In our experience, most instructors understand that informational empathy is an essential characteristic for successful teaching. Because students access learning differently in different contexts and through different experiences, providing a variety of access points to material helps more students successfully engage with it. Less common is the idea that informational empathy is a worthwhile skill to teach to students. In particular, instructors who employ a transmissional pedagogy see students as passive receptacles of information rather than agents in their own learning. For these instructors, the process of understanding the material does not really matter as long as the student understands the material in some form. This teaching style, however, is ultimately ineffective because students who fail to understand multiple access points to information fail to have command of the material beyond the shallowest of terms. Without an understanding of multiple ways of accessing material, students cannot truly communicate those concepts to others outside the artificial terms of the classroom. They often cannot even engage each other within the classroom to help each other learn. In our experience, students who understand that there are multiple ways to comprehend material have a deeper understanding of the material. We have noted that they appear both to retain information more effectively and to strengthen their skills in information-seeking. In short, cultivating informational empathy is essential for successful learning.

Understanding the importance of informational empathy as a pedagogical concept is the first step toward integrating the concept into the classroom experience. The next step: how does one successfully teach informational empathy? How does one integrate informational empathy into learning experiences in the religious studies classroom in ways that enhance content learning rather than distracting from it?

Metadata and Informational Empathy

As many have noted, one of the markers of our current academic era is the rise of academic positions that involve increasingly more varied responsibilities.

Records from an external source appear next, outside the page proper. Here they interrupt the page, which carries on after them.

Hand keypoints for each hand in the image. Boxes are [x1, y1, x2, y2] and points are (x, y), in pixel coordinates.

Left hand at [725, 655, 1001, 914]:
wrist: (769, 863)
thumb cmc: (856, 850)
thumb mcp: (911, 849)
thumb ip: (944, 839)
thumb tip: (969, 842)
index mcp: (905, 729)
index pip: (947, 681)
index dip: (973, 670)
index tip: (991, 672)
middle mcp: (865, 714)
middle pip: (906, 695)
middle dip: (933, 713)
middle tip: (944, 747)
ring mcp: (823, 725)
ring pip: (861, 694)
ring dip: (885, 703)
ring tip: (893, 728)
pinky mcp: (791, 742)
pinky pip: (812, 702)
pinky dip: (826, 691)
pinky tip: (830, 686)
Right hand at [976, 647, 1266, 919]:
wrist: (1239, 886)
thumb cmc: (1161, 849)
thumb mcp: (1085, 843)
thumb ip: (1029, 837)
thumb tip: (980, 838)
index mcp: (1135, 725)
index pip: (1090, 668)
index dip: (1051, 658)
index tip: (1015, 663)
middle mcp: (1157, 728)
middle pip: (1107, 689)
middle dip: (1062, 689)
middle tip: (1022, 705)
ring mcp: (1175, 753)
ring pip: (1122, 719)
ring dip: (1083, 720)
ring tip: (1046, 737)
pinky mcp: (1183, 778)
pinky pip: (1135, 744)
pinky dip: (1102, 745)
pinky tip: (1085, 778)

As both professors and librarians at a relatively small, graduate-level seminary, we fall within this trend. Our experiences as librarians and religious studies professors have simultaneously enriched our perspectives on effective teaching and librarianship. When it comes to informational empathy, our experience as librarians provided helpful strategies for teaching informational empathy in the religious studies classroom.

In our roles as librarians, we are responsible for metadata generation and curation. Metadata is the description of information (including everything from title to subject keywords and beyond) to enable the discovery of that information. While few are familiar with the formal term, in our information age, everyone engages metadata on a day-to-day basis. Every time someone types into the Amazon search box, every time someone uses a map app to get from point A to point B, and even every time someone searches for the perfect .gif to tease a friend, metadata is put to use. Anyone involved in metadata generation and curation has to consider likely strategies people will employ in order to find specific information so that they can include such description. In short, anyone involved in metadata work needs informational empathy.

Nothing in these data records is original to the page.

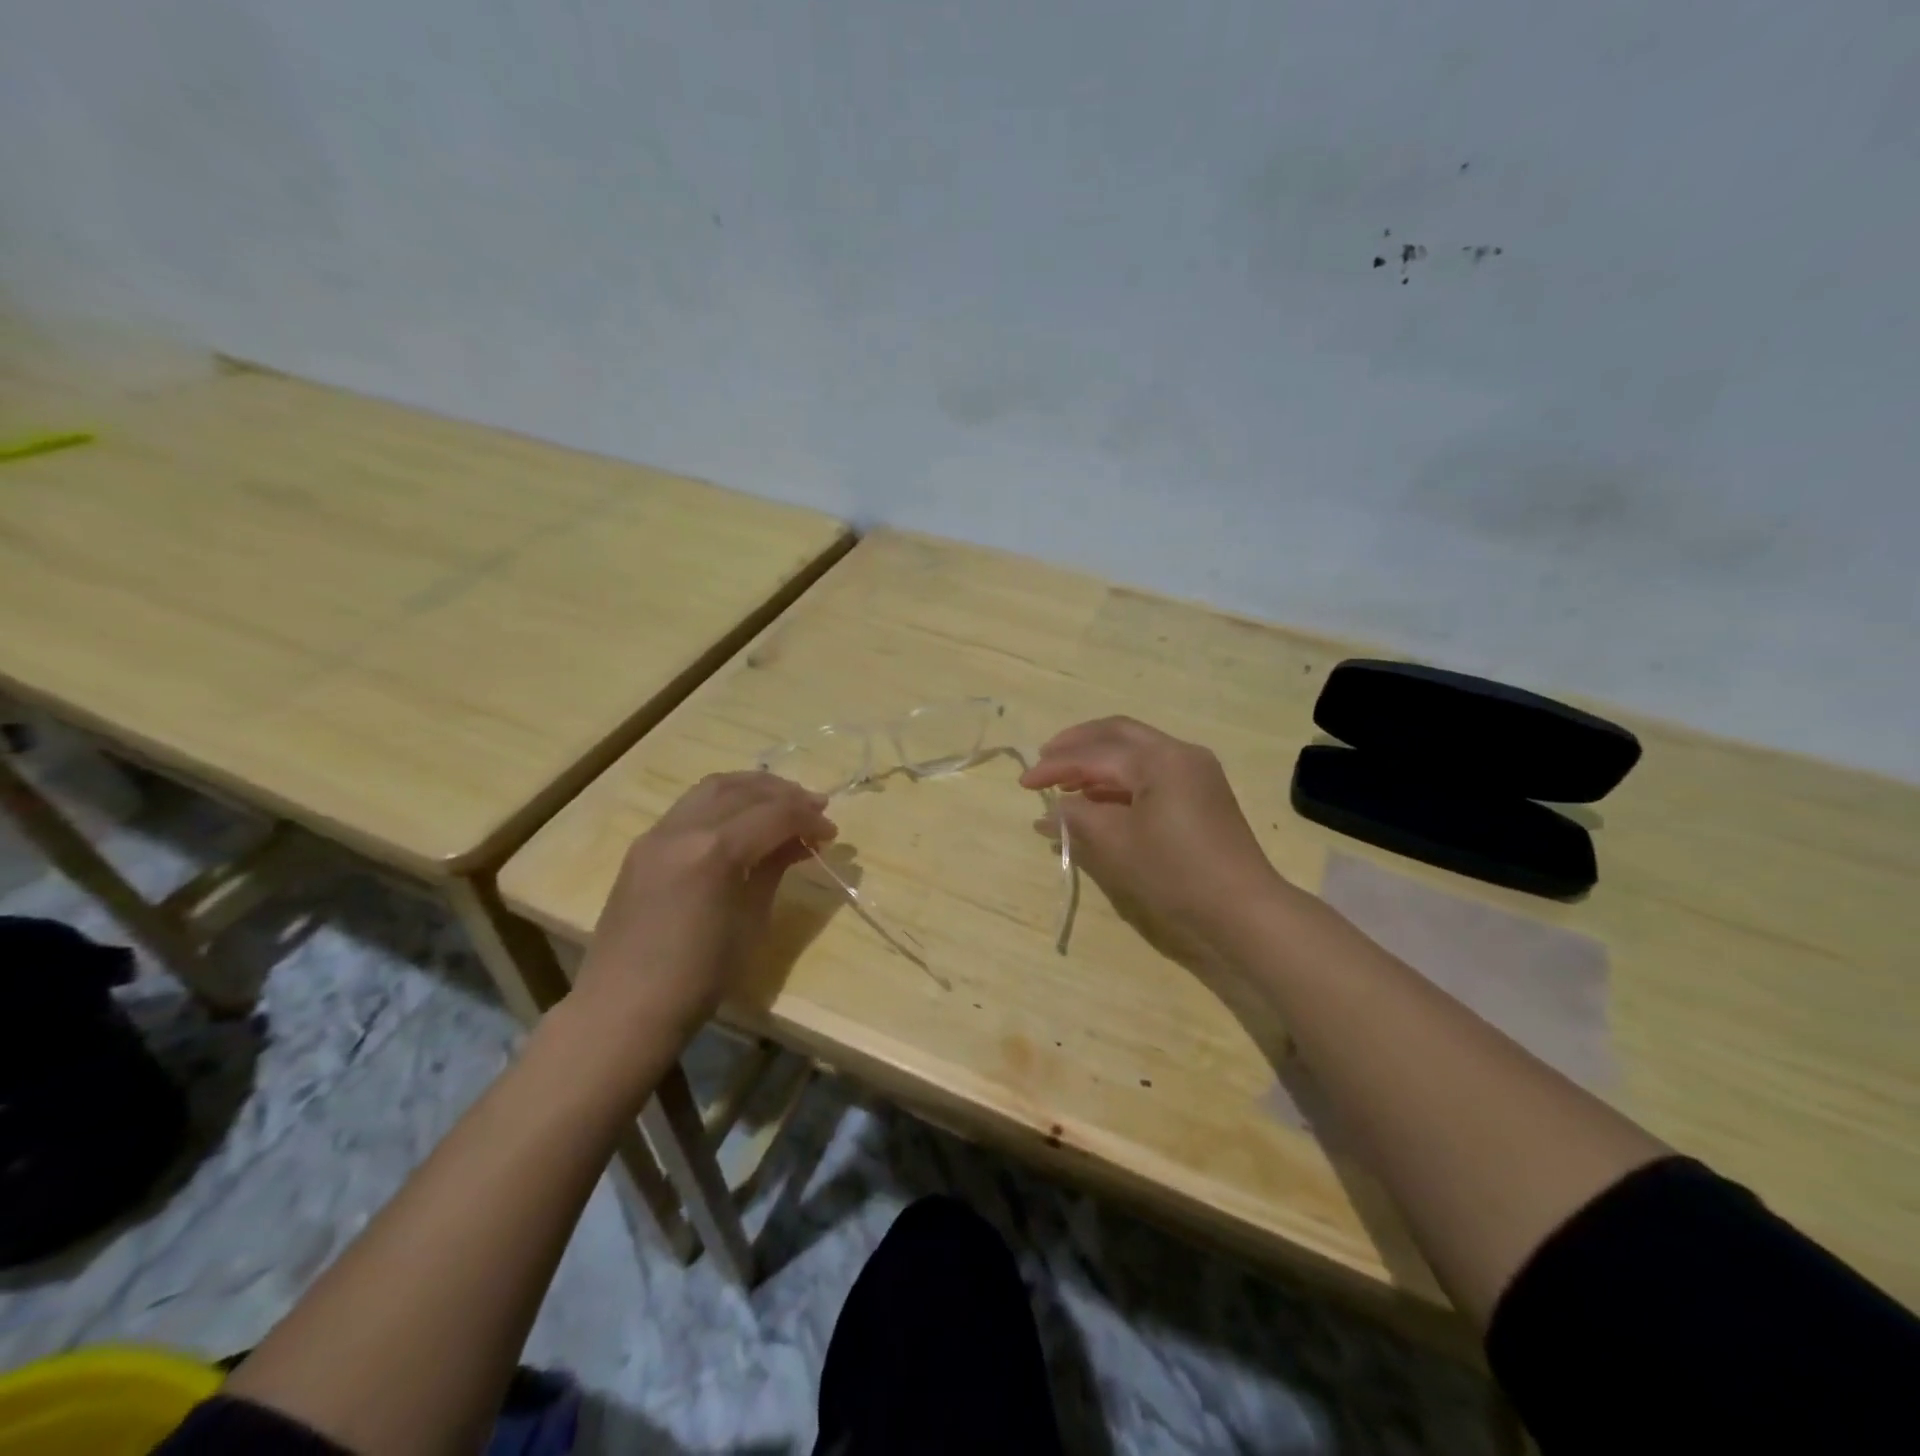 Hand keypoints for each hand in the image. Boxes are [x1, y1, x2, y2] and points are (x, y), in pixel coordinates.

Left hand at [573, 772, 836, 1035]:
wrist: (622, 1009)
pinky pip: (690, 806)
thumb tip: (798, 842)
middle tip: (815, 808)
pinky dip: (724, 801)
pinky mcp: (643, 846)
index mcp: (715, 851)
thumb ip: (773, 870)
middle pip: (743, 790)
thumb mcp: (751, 923)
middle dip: (785, 794)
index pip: (774, 815)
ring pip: (713, 787)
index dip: (808, 819)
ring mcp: (657, 834)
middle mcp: (683, 829)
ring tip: (782, 803)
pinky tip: (741, 819)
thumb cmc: (698, 978)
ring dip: (753, 788)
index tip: (831, 832)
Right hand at [1020, 717, 1284, 972]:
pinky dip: (1120, 778)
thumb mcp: (1116, 845)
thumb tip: (1052, 810)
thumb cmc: (1175, 874)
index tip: (1024, 783)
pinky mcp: (1202, 792)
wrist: (1243, 909)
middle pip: (1117, 733)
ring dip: (1098, 760)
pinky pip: (1152, 771)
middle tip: (1044, 759)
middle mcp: (1180, 753)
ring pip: (1136, 749)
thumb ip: (1078, 818)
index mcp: (1160, 759)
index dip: (1055, 766)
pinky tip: (1099, 798)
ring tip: (1066, 783)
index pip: (1095, 753)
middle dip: (1077, 743)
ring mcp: (1195, 771)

Librarians are no strangers to this phenomenon. When librarians add books, videos, archival material, and anything else to the library catalog, they reflect on what searchable description will be most helpful for library users in the discovery of those items. Librarians know that users do not search for the same items in the same ways; they must anticipate this fact and develop robust and diverse description in order to be helpful to as many library users as possible.

We came to realize the potential pedagogical applications of metadata work when we developed training materials for our library student workers on effective strategies for metadata generation and curation. Through this training, we realized that our students had to cultivate informational empathy in order to succeed; they could not simply provide the descriptions of information that they found relevant, but had to consider the diverse avenues different people might use to search for that information. As we witnessed our students recognize that there is more than one way to search for information in the library, we began to wonder: could metadata work be used to help students learn that there is more than one way to learn in the classroom?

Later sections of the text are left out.